Outside of urban areas, many American roads can be long, straight, and seemingly endless. If you’ve ever driven in the U.K., you’ll know the experience can be quite the opposite, with narrow and winding country lanes forcing you to stay alert for oncoming vehicles, pedestrians, and wandering wildlife.
Considering such challenges, the U.K.’s HumanDrive initiative believes Britain’s country roads offer the perfect environment for the kind of rigorous testing necessary for driverless technology. Together with Nissan’s European Technical Centre, HumanDrive is currently designing a 200-mile course through the countryside that it claims will be “the most complex journey yet attempted across the U.K. without driver input.”
Besides the quiet country lanes, the route will also include busier roads such as highways and everyday road features including traffic circles and lights.
To prepare the driverless car for its mammoth journey, which isn’t expected to take place until late 2019, a team of experienced human drivers will use simulators hooked up to computers that will collect data for the autonomous car’s software. Data-collecting cars will also be sent across the U.K. to help further enhance the car’s technology.
The self-driving vehicle will be tested first on private land for several months before it goes tootling off across the U.K.
HumanDrive is tapping the expertise of other organizations to help it achieve its goal, among them Hitachi, Cranfield University, the University of Leeds, Highways England, and Transport Systems Catapult, which led the first self-driving trial in the U.K. in 2016.

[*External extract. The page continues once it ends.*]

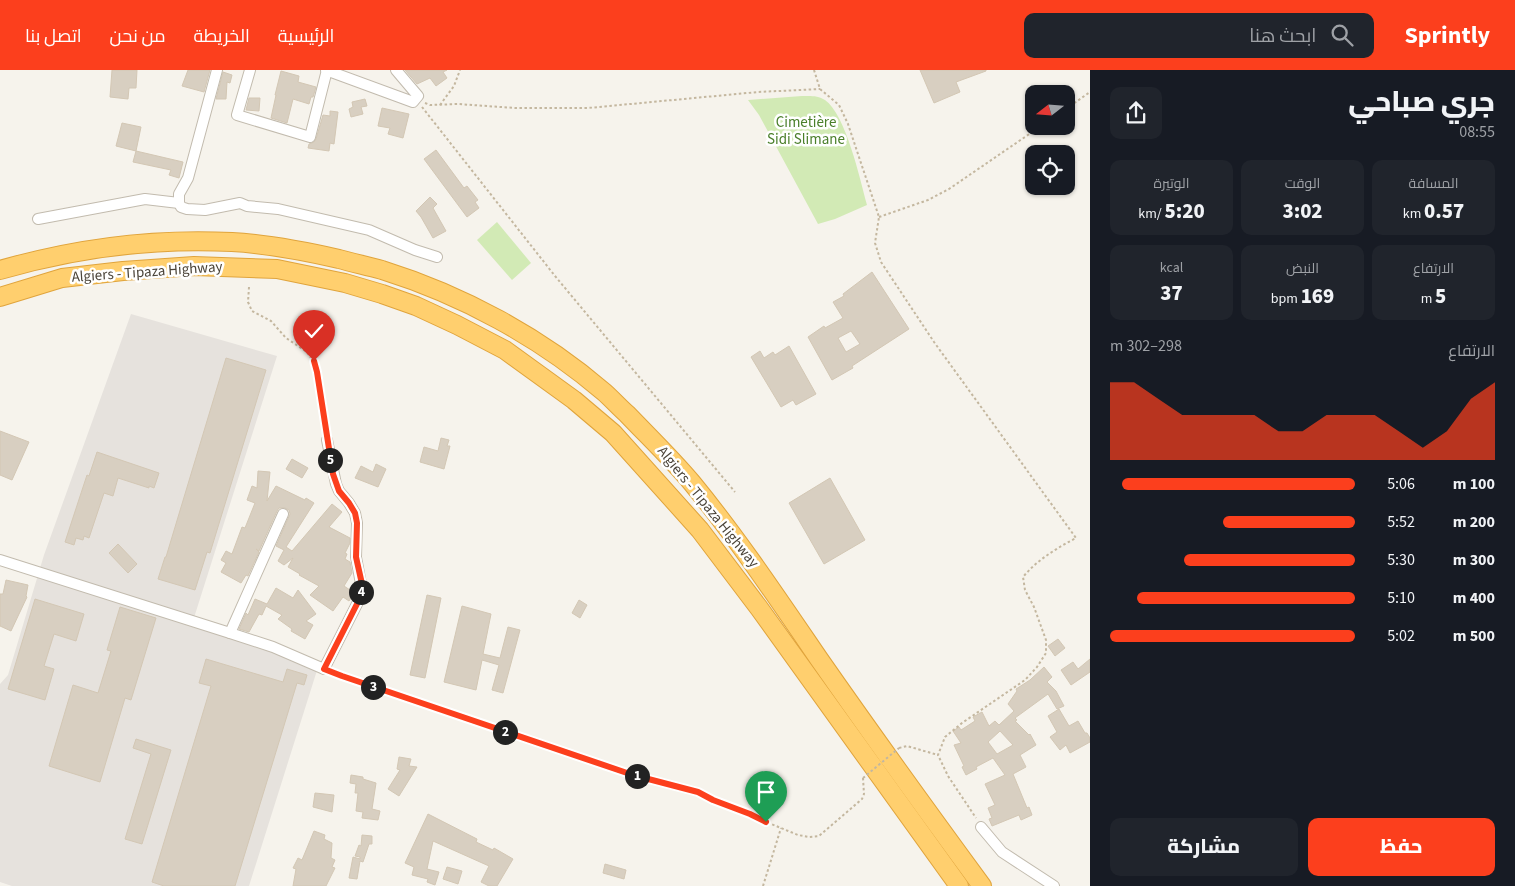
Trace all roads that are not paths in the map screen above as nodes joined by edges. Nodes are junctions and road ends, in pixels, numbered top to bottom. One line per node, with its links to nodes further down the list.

Britain’s business and energy secretary, Greg Clark, welcomed the project, saying, “Low-carbon and self-driving vehicles are the future and they are going to drive forward a global revolution in mobility.”
He noted the importance of being at the forefront of the technology, claiming it could be worth as much as 52 billion pounds (about $74 billion) to the U.K. economy by 2035. “Trailblazing projects like the HumanDrive project will play a vital role helping us deliver on that ambition,” Clark said.
Competition in the self-driving space is fierce, however, with plenty of companies around the world investing huge sums of money in developing the technology. In the U.S. alone, Waymo is making big strides, while the likes of Uber, Lyft, and major carmakers also busy working on their own driverless vehicles.